— Provided records —
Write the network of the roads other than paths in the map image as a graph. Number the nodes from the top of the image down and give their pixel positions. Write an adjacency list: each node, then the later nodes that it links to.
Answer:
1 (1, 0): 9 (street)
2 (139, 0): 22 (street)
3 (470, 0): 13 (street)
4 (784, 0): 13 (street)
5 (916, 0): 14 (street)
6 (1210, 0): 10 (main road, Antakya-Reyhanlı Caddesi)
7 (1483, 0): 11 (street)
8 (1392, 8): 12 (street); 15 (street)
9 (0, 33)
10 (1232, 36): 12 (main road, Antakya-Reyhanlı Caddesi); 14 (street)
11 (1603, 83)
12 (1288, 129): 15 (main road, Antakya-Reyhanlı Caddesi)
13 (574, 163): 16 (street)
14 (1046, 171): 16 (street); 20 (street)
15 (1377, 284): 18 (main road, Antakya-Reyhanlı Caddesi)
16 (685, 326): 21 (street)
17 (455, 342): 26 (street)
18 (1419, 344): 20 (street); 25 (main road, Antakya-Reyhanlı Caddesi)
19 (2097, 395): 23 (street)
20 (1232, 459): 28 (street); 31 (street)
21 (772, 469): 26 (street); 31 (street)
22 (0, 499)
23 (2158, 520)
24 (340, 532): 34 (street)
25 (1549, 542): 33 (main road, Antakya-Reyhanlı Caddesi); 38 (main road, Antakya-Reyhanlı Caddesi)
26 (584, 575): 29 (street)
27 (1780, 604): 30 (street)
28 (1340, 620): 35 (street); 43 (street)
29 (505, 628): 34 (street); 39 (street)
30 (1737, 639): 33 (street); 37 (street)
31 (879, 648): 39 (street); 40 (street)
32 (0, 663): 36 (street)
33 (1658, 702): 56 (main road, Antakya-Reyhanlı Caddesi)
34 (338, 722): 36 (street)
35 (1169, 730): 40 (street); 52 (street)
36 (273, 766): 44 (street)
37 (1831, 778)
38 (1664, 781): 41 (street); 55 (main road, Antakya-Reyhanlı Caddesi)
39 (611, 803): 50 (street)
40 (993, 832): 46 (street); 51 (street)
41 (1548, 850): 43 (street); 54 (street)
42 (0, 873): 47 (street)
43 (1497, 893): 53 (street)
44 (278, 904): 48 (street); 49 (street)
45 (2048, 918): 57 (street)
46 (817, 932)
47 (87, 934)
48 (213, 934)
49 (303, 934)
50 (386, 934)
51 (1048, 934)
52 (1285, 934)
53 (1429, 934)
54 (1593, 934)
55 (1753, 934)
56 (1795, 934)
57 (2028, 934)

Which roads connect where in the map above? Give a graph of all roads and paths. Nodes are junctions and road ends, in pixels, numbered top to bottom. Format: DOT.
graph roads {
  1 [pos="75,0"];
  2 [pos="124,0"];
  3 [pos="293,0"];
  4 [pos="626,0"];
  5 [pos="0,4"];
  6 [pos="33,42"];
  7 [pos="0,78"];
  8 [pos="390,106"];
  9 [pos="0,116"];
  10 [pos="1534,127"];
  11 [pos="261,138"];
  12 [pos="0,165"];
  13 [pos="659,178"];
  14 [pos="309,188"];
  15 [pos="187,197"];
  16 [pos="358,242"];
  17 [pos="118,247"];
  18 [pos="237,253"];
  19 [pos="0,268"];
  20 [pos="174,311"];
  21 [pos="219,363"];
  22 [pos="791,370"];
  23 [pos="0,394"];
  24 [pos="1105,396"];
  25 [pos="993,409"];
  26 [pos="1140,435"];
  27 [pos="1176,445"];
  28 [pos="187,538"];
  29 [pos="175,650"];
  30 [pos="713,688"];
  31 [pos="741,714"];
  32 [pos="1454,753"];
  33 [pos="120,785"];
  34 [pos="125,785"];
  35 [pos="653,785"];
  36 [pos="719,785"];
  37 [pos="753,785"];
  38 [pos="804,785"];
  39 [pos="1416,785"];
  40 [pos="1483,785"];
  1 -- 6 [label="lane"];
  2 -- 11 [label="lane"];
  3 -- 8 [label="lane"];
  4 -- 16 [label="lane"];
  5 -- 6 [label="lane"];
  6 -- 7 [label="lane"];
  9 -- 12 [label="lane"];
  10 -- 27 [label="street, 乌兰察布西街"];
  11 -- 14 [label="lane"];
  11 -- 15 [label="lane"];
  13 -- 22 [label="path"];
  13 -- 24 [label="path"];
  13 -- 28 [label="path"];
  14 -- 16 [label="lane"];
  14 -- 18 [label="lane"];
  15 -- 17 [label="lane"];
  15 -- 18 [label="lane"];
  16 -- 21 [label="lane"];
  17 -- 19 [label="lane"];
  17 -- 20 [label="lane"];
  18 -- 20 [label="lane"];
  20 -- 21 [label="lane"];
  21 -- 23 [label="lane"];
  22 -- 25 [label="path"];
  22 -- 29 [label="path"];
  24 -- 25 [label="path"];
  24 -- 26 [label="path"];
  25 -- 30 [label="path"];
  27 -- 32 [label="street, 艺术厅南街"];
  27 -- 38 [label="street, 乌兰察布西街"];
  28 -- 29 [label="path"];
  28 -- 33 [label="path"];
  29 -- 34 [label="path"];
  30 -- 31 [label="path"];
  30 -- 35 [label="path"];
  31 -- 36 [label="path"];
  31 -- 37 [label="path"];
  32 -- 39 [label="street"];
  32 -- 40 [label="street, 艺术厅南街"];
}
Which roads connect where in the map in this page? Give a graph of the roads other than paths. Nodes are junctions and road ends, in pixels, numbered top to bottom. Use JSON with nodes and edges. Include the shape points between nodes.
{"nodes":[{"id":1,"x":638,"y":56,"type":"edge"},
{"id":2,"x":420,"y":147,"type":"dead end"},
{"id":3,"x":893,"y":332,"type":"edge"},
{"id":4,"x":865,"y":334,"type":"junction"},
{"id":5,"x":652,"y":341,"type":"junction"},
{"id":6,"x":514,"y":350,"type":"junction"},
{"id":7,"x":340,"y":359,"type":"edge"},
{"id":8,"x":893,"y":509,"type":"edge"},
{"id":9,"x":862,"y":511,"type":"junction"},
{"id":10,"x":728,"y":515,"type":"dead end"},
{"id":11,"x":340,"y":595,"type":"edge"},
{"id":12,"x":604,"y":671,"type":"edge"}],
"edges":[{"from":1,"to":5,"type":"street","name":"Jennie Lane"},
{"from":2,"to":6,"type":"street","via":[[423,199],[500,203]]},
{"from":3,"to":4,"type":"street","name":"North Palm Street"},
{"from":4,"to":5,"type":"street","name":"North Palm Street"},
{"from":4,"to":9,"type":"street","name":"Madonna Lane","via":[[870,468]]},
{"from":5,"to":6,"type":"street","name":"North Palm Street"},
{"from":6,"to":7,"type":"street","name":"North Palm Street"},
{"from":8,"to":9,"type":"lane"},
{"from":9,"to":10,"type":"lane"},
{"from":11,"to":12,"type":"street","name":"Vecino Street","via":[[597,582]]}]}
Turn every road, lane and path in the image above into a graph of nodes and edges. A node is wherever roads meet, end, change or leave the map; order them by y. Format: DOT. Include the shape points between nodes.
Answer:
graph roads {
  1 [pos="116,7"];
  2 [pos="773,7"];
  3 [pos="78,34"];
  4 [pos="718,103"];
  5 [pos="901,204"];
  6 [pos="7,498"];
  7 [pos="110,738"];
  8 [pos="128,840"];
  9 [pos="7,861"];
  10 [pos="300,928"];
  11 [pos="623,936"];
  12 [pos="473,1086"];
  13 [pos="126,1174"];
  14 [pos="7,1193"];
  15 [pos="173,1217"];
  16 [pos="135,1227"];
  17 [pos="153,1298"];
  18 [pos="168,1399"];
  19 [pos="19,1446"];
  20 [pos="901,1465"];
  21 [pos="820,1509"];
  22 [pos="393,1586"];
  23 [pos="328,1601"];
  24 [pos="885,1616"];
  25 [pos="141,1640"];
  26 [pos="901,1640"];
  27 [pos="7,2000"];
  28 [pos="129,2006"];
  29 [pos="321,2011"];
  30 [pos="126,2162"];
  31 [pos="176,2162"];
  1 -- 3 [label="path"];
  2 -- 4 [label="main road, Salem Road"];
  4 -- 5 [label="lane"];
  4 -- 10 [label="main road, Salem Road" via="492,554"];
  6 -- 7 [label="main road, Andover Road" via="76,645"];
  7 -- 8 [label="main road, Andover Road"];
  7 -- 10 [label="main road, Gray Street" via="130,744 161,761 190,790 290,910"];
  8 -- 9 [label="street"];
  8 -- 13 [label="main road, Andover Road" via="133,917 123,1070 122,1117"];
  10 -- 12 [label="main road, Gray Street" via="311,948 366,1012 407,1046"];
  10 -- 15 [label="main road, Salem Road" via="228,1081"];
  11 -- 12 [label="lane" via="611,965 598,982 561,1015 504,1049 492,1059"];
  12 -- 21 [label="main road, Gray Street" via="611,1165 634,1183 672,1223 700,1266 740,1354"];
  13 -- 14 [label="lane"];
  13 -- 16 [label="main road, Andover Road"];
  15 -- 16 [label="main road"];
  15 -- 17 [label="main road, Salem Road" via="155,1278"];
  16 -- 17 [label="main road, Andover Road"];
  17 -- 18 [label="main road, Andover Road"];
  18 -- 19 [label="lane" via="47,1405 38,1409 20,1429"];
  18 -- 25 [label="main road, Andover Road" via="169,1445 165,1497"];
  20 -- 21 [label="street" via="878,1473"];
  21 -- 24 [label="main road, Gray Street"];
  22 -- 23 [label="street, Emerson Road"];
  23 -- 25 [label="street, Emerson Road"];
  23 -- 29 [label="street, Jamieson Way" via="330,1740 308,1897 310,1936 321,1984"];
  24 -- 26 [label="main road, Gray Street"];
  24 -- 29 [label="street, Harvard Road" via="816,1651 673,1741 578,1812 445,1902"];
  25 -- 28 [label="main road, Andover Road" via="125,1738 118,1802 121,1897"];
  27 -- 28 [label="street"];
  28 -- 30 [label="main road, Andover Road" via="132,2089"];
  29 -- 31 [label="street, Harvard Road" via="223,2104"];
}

— Work item —
Report the number of lines in the entries that hold the word "paths". Nothing else is wanted.

— Answer —
3